> **Stored data entries**:
========================================

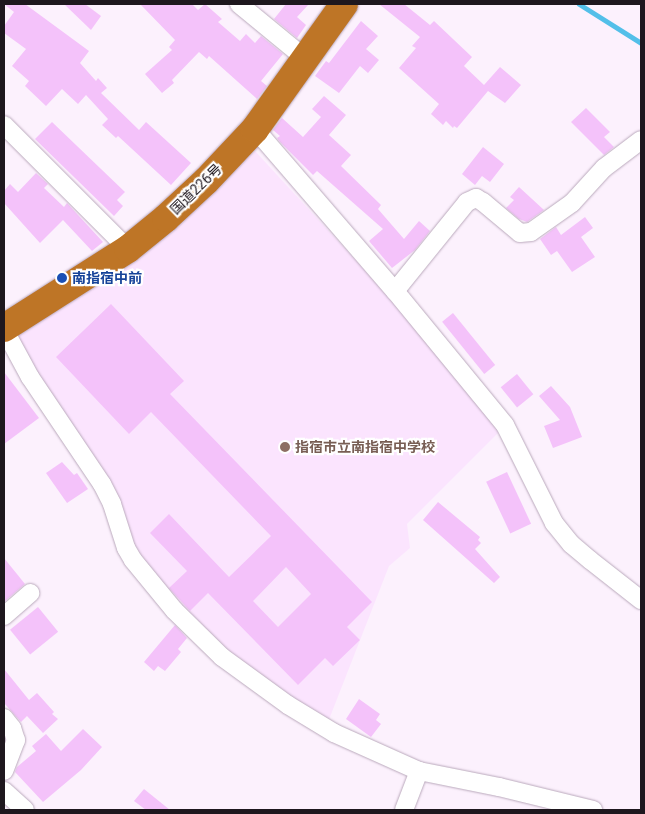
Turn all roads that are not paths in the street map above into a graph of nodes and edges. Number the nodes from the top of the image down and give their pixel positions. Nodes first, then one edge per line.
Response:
1 (240, 4) edge
2 (344, 4) edge
3 (306, 59) junction
4 (4, 125) edge
5 (255, 129) junction
6 (641, 140) edge
7 (128, 249) junction
8 (395, 291) junction
9 (4, 329) edge
10 (30, 593) dead end
11 (641, 600) edge
12 (4, 616) edge
13 (4, 718) edge
14 (4, 771) edge
15 (419, 771) junction
16 (4, 791) edge
17 (25, 810) edge
18 (404, 810) edge
19 (592, 810) edge

1 - 3 street
2 - 3 highway, 国道226号
3 - 5 highway, 国道226号
4 - 7 street
5 - 7 highway, 国道226号
5 - 8 street
6 - 8 street
7 - 9 highway, 国道226号
8 - 11 street
9 - 15 street
10 - 12 street
13 - 14 street
15 - 18 street
15 - 19 street
16 - 17 street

========================================

What you return should match the records above word for word, minus the pictures.

> **Exercise output**:
Turn all roads that are not paths in the street map above into a graph of nodes and edges. Number the nodes from the top of the image down and give their pixel positions. Nodes first, then one edge per line.
Response:
1 (240, 4) edge
2 (344, 4) edge
3 (306, 59) junction
4 (4, 125) edge
5 (255, 129) junction
6 (641, 140) edge
7 (128, 249) junction
8 (395, 291) junction
9 (4, 329) edge
10 (30, 593) dead end
11 (641, 600) edge
12 (4, 616) edge
13 (4, 718) edge
14 (4, 771) edge
15 (419, 771) junction
16 (4, 791) edge
17 (25, 810) edge
18 (404, 810) edge
19 (592, 810) edge

1 - 3 street
2 - 3 highway, 国道226号
3 - 5 highway, 国道226号
4 - 7 street
5 - 7 highway, 国道226号
5 - 8 street
6 - 8 street
7 - 9 highway, 国道226号
8 - 11 street
9 - 15 street
10 - 12 street
13 - 14 street
15 - 18 street
15 - 19 street
16 - 17 street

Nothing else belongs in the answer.